Dive Brief:
- FireEye's Mandiant identified the threat actors behind the Accellion hack, blaming UNC2546 for leveraging multiple zero-day vulnerabilities in Accellion's File Transfer Appliance (FTA) solution, the research firm said Monday. The threat actors installed a Dewmode web shell, which was just recently discovered.
- Accellion said less than one-third of the 300 FTA customers were impacted by the attack. Of those customers, less than 25 have experienced a subsequent data breach.
- The company is asking customers to upgrade to kiteworks, its enterprise content firewall platform, because "neither kiteworks nor Accellion the company were subject to these attacks." Kiteworks uses a separate code base from FTA and is FedRAMP authorized for compliance with cloud-based offerings.
Dive Insight:
Customers of Accellion — or any vendor used as a conduit for a supply chain compromise — have to decide whether to cut ties with the company. But using outdated tools, such as FTA, is a wakeup call for customers.
Vendors can only warn customers about legacy products before the damage is irreversible.
Stolen Accellion customer data started trickling out on "CL0P^_- LEAKS" .onion website over the last month, though none of the recent extortion attempts were paired with Clop ransomware, according to FireEye. In the cases of extortion, FireEye is identifying the activity as a separate threat activity cluster, UNC2582.
Cincinnati-based Kroger disclosed on Monday it was the latest company to find unauthorized intrusion in relation to the Accellion hack. The grocer said its IT systems were not impacted, but about 1% of customer data was.

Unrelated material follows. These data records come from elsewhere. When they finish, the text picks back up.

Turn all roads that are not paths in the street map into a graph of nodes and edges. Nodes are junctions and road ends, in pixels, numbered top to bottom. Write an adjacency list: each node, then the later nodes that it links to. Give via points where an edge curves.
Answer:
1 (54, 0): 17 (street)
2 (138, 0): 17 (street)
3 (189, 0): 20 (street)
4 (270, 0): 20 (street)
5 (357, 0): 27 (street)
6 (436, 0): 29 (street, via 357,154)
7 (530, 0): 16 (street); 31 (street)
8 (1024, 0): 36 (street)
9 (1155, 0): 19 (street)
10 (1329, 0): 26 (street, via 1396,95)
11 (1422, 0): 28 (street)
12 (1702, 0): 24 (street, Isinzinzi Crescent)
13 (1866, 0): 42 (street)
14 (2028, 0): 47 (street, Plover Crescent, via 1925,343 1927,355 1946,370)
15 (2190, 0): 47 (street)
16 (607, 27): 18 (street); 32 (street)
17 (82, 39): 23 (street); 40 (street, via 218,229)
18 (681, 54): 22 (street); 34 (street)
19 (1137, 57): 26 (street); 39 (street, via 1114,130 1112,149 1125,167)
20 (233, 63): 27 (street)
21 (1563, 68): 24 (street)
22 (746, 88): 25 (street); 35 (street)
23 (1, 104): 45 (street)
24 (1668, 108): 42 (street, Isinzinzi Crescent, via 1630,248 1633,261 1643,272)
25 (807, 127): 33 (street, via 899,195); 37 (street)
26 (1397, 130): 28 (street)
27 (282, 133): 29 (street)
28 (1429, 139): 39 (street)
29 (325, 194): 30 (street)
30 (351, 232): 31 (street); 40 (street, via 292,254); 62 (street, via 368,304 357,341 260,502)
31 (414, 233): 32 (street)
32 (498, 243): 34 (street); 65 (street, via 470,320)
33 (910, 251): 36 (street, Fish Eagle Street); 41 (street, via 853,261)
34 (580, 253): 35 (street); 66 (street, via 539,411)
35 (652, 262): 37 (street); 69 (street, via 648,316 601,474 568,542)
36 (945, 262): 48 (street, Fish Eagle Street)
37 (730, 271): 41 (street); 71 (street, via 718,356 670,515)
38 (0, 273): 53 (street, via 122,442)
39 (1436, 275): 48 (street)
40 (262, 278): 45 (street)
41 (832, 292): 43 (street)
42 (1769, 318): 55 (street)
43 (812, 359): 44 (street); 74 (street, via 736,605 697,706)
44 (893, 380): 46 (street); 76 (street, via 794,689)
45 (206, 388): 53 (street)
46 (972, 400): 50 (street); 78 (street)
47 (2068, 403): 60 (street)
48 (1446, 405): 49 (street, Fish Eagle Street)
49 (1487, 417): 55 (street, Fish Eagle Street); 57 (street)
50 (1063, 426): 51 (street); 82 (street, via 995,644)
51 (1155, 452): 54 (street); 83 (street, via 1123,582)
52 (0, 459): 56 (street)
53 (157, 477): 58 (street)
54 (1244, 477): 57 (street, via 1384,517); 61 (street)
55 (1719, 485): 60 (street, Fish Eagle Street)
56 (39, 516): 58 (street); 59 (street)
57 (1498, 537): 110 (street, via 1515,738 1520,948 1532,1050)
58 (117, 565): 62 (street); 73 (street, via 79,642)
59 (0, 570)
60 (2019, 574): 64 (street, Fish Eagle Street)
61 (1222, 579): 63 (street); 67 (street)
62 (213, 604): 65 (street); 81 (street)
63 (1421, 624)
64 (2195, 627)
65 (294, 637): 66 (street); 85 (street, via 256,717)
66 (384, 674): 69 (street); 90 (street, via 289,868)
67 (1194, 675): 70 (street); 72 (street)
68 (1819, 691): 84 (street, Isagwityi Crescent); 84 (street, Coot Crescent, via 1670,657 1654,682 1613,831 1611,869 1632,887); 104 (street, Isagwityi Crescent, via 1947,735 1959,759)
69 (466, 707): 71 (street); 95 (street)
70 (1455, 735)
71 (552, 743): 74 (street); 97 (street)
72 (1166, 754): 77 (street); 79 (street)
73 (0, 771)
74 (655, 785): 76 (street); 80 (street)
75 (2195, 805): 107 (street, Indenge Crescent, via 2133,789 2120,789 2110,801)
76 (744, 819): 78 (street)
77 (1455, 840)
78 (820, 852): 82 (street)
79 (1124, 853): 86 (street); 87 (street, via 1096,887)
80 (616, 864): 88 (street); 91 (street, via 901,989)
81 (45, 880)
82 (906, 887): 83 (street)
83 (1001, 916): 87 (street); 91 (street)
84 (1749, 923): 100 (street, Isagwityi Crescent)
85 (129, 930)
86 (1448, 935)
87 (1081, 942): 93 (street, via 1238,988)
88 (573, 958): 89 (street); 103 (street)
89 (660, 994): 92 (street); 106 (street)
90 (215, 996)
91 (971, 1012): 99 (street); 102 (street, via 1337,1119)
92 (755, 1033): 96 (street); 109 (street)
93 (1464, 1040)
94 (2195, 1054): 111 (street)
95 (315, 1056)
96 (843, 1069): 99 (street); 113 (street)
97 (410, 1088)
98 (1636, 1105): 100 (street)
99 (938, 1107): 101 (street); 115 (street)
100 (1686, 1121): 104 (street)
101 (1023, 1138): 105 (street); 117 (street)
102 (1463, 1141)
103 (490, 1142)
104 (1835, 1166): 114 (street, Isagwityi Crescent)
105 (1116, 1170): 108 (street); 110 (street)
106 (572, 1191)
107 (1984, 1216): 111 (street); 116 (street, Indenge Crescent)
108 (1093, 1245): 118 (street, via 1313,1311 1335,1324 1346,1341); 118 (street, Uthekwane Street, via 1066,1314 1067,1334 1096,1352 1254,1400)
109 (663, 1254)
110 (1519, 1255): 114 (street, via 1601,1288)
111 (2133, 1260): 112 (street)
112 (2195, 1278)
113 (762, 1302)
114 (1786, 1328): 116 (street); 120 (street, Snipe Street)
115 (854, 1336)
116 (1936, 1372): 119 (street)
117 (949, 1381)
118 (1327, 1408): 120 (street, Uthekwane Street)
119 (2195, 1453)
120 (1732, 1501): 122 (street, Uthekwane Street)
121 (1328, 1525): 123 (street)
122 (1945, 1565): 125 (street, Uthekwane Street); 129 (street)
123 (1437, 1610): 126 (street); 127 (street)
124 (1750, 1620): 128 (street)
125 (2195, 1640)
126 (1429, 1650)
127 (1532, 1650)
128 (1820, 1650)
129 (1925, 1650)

Accellion customers who were impacted by the exploitation have since come forward with ransom demands from a threat group. Clop operators began posting the breached data of Jones Day and Singtel, both Accellion customers impacted by the hack; the data was stolen via Dewmode.
At this point in the investigation the cyberattack has parallels between UNC2582, UNC2546, and previously seen FIN11 operations, said FireEye. FIN11, a "financially motivated" threat cluster, is known for launching about five high-volume phishing campaigns weekly when it's active. FIN11 is known to use Clop ransomware and threaten publication of stolen data.
FireEye said it will "continue to evaluate the relationships between these clusters of activity," as there are discrepancies in tactics, techniques and procedures (TTPs) of the activity clusters and the Accellion hack.
Exploiting the FTA flaws to use Dewmode were consistent actions with UNC2546. FireEye found at least four CVEs in connection to the exploited FTA vulnerabilities, including:
- CVE-2021-27101 – SQL injection via a crafted Host header
- CVE-2021-27102 – OS command execution via a local web service call
- CVE-2021-27103 – SSRF via a crafted POST request
- CVE-2021-27104 – OS command execution via a crafted POST request
Because there were two types of malicious activity in the Accellion hack — one exploiting software bugs and the other extortion — FireEye is not linking the activity to the same threat actor yet.
"There has been at least one other case in which a ransomware group attempted to extort a company using data that it had purchased or otherwise acquired. It's not common, but it does happen," Brett Callow, threat analyst at Emsisoft, told Cybersecurity Dive in an email.
Ransomware gangs have used the supply chain to compromise other companies before. In March 2020, DoppelPaymer operators exploited a CVE to leak customer data from Boeing, Tesla and Lockheed Martin. Doppelpaymer was responsible throughout the hack.